● **INPUT FOR THIS TASK**:

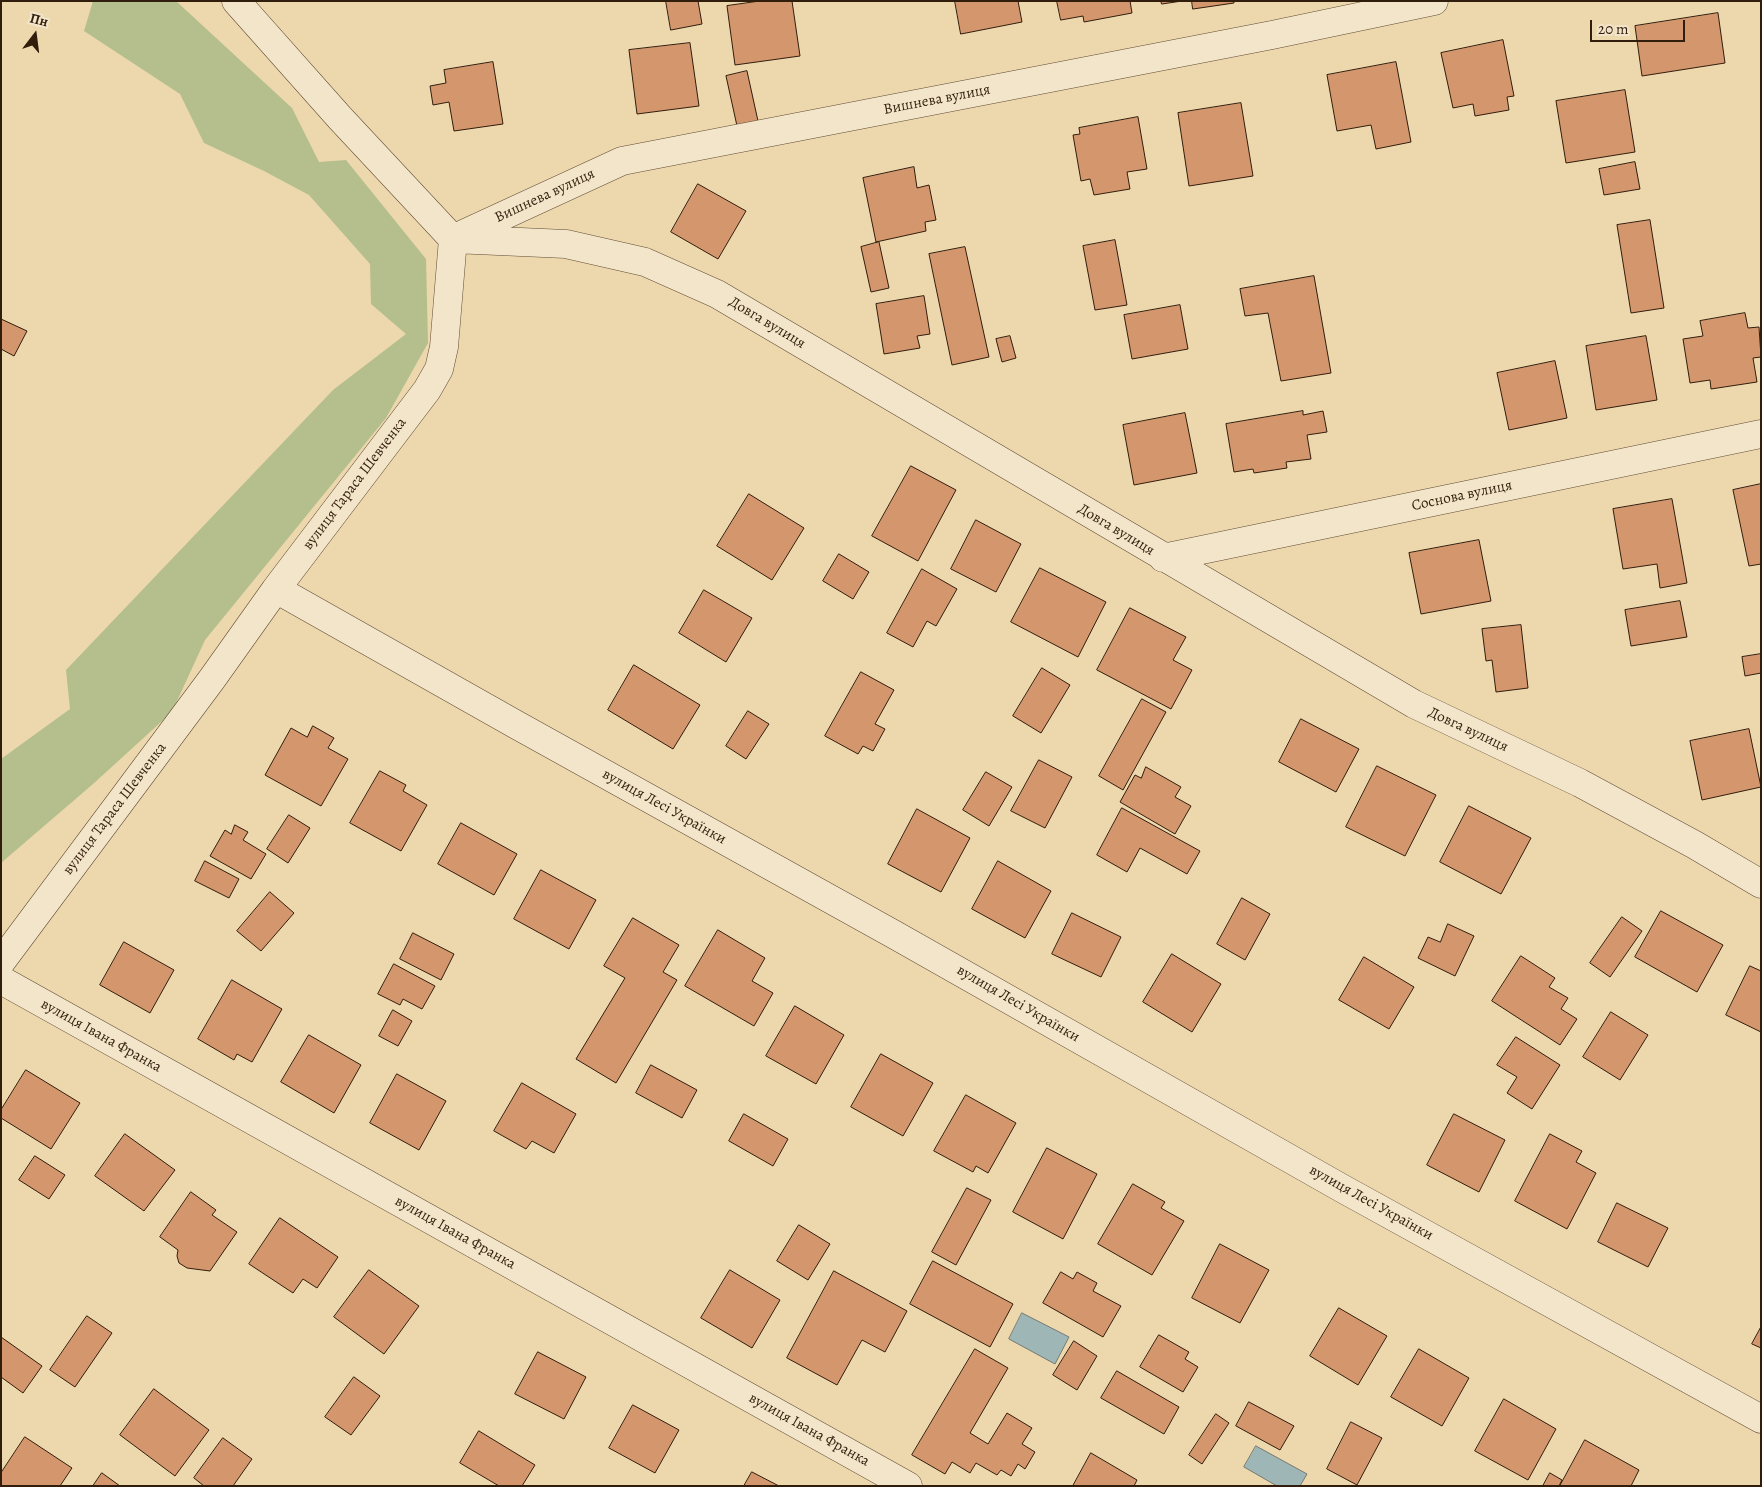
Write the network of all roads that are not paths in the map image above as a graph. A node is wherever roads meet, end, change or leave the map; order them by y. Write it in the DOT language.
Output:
graph roads {
  1 [pos="236,1"];
  2 [pos="1434,1"];
  3 [pos="453,239"];
  4 [pos="1761,434"];
  5 [pos="1163,558"];
  6 [pos="276,589"];
  7 [pos="1761,884"];
  8 [pos="1,962"];
  9 [pos="1,980"];
  10 [pos="1761,1419"];
  11 [pos="908,1486"];
  1 -- 3 [label="street"];
  2 -- 3 [label="street, Вишнева вулиця"];
  3 -- 5 [label="street, Довга вулиця"];
  3 -- 6 [label="street, вулиця Тараса Шевченка"];
  4 -- 5 [label="street, Соснова вулиця"];
  5 -- 7 [label="street, Довга вулиця"];
  6 -- 8 [label="street, вулиця Тараса Шевченка"];
  6 -- 10 [label="street, вулиця Лесі Українки"];
  9 -- 11 [label="street, вулиця Івана Франка"];
}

● **REQUIRED WORK**: Retype all the records exactly and keep out every picture.

● **ANSWER SPACE**:
Write the network of all roads that are not paths in the map image above as a graph. A node is wherever roads meet, end, change or leave the map; order them by y. Write it in the DOT language.
Output:
graph roads {
  1 [pos="236,1"];
  2 [pos="1434,1"];
  3 [pos="453,239"];
  4 [pos="1761,434"];
  5 [pos="1163,558"];
  6 [pos="276,589"];
  7 [pos="1761,884"];
  8 [pos="1,962"];
  9 [pos="1,980"];
  10 [pos="1761,1419"];
  11 [pos="908,1486"];
  1 -- 3 [label="street"];
  2 -- 3 [label="street, Вишнева вулиця"];
  3 -- 5 [label="street, Довга вулиця"];
  3 -- 6 [label="street, вулиця Тараса Шевченка"];
  4 -- 5 [label="street, Соснова вулиця"];
  5 -- 7 [label="street, Довга вулиця"];
  6 -- 8 [label="street, вулиця Тараса Шевченка"];
  6 -- 10 [label="street, вулиця Лесі Українки"];
  9 -- 11 [label="street, вулиця Івана Франка"];
}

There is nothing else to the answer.